[Saved data entries]
_____

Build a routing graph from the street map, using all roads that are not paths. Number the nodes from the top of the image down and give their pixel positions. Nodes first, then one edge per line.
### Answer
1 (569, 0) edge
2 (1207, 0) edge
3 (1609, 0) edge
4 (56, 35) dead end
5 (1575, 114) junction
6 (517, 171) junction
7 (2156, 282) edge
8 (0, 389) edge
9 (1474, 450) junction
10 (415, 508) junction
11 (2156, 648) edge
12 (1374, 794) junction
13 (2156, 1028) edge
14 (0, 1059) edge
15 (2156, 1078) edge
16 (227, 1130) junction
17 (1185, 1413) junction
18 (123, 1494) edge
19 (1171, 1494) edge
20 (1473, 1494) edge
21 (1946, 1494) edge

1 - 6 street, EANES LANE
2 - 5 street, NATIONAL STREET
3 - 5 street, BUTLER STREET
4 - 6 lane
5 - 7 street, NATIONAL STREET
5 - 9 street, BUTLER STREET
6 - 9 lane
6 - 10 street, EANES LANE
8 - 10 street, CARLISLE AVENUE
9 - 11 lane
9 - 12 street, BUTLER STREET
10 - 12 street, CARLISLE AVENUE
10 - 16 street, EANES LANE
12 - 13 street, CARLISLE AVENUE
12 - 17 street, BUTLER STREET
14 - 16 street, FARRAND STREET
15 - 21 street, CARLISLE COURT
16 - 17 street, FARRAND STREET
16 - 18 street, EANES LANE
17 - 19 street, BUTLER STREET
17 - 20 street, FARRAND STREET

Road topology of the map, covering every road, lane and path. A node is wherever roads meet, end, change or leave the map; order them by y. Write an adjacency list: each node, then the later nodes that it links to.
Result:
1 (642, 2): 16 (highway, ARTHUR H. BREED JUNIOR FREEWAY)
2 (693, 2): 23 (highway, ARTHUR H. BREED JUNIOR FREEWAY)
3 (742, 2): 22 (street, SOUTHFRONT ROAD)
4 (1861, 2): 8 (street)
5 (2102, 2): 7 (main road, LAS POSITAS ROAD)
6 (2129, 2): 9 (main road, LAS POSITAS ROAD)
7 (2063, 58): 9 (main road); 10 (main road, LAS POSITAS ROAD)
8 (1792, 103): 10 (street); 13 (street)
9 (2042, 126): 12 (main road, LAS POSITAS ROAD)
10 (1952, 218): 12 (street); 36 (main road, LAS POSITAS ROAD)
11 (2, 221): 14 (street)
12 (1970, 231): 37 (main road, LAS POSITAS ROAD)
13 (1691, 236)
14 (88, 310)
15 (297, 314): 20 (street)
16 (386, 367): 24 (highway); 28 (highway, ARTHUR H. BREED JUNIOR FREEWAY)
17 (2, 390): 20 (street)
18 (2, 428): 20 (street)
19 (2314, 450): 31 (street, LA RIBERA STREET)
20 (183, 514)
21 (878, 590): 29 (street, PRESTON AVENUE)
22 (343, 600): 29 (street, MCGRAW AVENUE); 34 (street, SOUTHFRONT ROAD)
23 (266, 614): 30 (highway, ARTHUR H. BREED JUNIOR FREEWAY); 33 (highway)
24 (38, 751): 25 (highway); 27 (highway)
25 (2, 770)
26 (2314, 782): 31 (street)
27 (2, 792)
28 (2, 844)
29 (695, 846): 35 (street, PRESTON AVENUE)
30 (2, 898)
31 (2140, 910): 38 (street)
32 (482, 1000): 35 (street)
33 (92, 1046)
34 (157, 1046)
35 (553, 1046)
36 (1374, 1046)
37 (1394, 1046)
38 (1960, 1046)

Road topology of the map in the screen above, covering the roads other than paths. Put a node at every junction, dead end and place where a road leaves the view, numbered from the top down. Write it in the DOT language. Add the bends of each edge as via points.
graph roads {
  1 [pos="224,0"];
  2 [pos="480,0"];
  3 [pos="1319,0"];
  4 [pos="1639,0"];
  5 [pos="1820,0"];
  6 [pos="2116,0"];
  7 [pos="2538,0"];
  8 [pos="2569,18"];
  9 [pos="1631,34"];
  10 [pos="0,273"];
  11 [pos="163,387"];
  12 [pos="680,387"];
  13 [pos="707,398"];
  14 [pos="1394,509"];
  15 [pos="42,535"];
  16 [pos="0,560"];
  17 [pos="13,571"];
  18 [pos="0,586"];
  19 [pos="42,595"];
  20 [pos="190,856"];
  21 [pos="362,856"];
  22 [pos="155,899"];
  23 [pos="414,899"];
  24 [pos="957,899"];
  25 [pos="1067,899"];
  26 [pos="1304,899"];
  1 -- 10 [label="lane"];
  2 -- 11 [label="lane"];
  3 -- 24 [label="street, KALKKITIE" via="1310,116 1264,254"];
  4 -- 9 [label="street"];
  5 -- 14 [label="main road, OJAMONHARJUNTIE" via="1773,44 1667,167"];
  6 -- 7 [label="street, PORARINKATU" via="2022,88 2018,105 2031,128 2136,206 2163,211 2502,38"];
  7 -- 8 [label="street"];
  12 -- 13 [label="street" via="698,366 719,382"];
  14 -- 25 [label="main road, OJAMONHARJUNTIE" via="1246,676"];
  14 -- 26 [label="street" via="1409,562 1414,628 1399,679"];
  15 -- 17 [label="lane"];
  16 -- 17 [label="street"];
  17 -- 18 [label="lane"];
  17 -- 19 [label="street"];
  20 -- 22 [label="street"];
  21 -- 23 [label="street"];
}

_____

Description of the task:
The entire set of entries, and nothing else, should be set down exactly.

Reply:
Build a routing graph from the street map, using all roads that are not paths. Number the nodes from the top of the image down and give their pixel positions. Nodes first, then one edge per line.
### Answer
1 (569, 0) edge
2 (1207, 0) edge
3 (1609, 0) edge
4 (56, 35) dead end
5 (1575, 114) junction
6 (517, 171) junction
7 (2156, 282) edge
8 (0, 389) edge
9 (1474, 450) junction
10 (415, 508) junction
11 (2156, 648) edge
12 (1374, 794) junction
13 (2156, 1028) edge
14 (0, 1059) edge
15 (2156, 1078) edge
16 (227, 1130) junction
17 (1185, 1413) junction
18 (123, 1494) edge
19 (1171, 1494) edge
20 (1473, 1494) edge
21 (1946, 1494) edge

1 - 6 street, EANES LANE
2 - 5 street, NATIONAL STREET
3 - 5 street, BUTLER STREET
4 - 6 lane
5 - 7 street, NATIONAL STREET
5 - 9 street, BUTLER STREET
6 - 9 lane
6 - 10 street, EANES LANE
8 - 10 street, CARLISLE AVENUE
9 - 11 lane
9 - 12 street, BUTLER STREET
10 - 12 street, CARLISLE AVENUE
10 - 16 street, EANES LANE
12 - 13 street, CARLISLE AVENUE
12 - 17 street, BUTLER STREET
14 - 16 street, FARRAND STREET
15 - 21 street, CARLISLE COURT
16 - 17 street, FARRAND STREET
16 - 18 street, EANES LANE
17 - 19 street, BUTLER STREET
17 - 20 street, FARRAND STREET

Road topology of the map, covering every road, lane and path. A node is wherever roads meet, end, change or leave the map; order them by y. Write an adjacency list: each node, then the later nodes that it links to.
Result:
1 (642, 2): 16 (highway, ARTHUR H. BREED JUNIOR FREEWAY)
2 (693, 2): 23 (highway, ARTHUR H. BREED JUNIOR FREEWAY)
3 (742, 2): 22 (street, SOUTHFRONT ROAD)
4 (1861, 2): 8 (street)
5 (2102, 2): 7 (main road, LAS POSITAS ROAD)
6 (2129, 2): 9 (main road, LAS POSITAS ROAD)
7 (2063, 58): 9 (main road); 10 (main road, LAS POSITAS ROAD)
8 (1792, 103): 10 (street); 13 (street)
9 (2042, 126): 12 (main road, LAS POSITAS ROAD)
10 (1952, 218): 12 (street); 36 (main road, LAS POSITAS ROAD)
11 (2, 221): 14 (street)
12 (1970, 231): 37 (main road, LAS POSITAS ROAD)
13 (1691, 236)
14 (88, 310)
15 (297, 314): 20 (street)
16 (386, 367): 24 (highway); 28 (highway, ARTHUR H. BREED JUNIOR FREEWAY)
17 (2, 390): 20 (street)
18 (2, 428): 20 (street)
19 (2314, 450): 31 (street, LA RIBERA STREET)
20 (183, 514)
21 (878, 590): 29 (street, PRESTON AVENUE)
22 (343, 600): 29 (street, MCGRAW AVENUE); 34 (street, SOUTHFRONT ROAD)
23 (266, 614): 30 (highway, ARTHUR H. BREED JUNIOR FREEWAY); 33 (highway)
24 (38, 751): 25 (highway); 27 (highway)
25 (2, 770)
26 (2314, 782): 31 (street)
27 (2, 792)
28 (2, 844)
29 (695, 846): 35 (street, PRESTON AVENUE)
30 (2, 898)
31 (2140, 910): 38 (street)
32 (482, 1000): 35 (street)
33 (92, 1046)
34 (157, 1046)
35 (553, 1046)
36 (1374, 1046)
37 (1394, 1046)
38 (1960, 1046)

Road topology of the map in the screen above, covering the roads other than paths. Put a node at every junction, dead end and place where a road leaves the view, numbered from the top down. Write it in the DOT language. Add the bends of each edge as via points.
graph roads {
  1 [pos="224,0"];
  2 [pos="480,0"];
  3 [pos="1319,0"];
  4 [pos="1639,0"];
  5 [pos="1820,0"];
  6 [pos="2116,0"];
  7 [pos="2538,0"];
  8 [pos="2569,18"];
  9 [pos="1631,34"];
  10 [pos="0,273"];
  11 [pos="163,387"];
  12 [pos="680,387"];
  13 [pos="707,398"];
  14 [pos="1394,509"];
  15 [pos="42,535"];
  16 [pos="0,560"];
  17 [pos="13,571"];
  18 [pos="0,586"];
  19 [pos="42,595"];
  20 [pos="190,856"];
  21 [pos="362,856"];
  22 [pos="155,899"];
  23 [pos="414,899"];
  24 [pos="957,899"];
  25 [pos="1067,899"];
  26 [pos="1304,899"];
  1 -- 10 [label="lane"];
  2 -- 11 [label="lane"];
  3 -- 24 [label="street, KALKKITIE" via="1310,116 1264,254"];
  4 -- 9 [label="street"];
  5 -- 14 [label="main road, OJAMONHARJUNTIE" via="1773,44 1667,167"];
  6 -- 7 [label="street, PORARINKATU" via="2022,88 2018,105 2031,128 2136,206 2163,211 2502,38"];
  7 -- 8 [label="street"];
  12 -- 13 [label="street" via="698,366 719,382"];
  14 -- 25 [label="main road, OJAMONHARJUNTIE" via="1246,676"];
  14 -- 26 [label="street" via="1409,562 1414,628 1399,679"];
  15 -- 17 [label="lane"];
  16 -- 17 [label="street"];
  17 -- 18 [label="lane"];
  17 -- 19 [label="street"];
  20 -- 22 [label="street"];
  21 -- 23 [label="street"];
}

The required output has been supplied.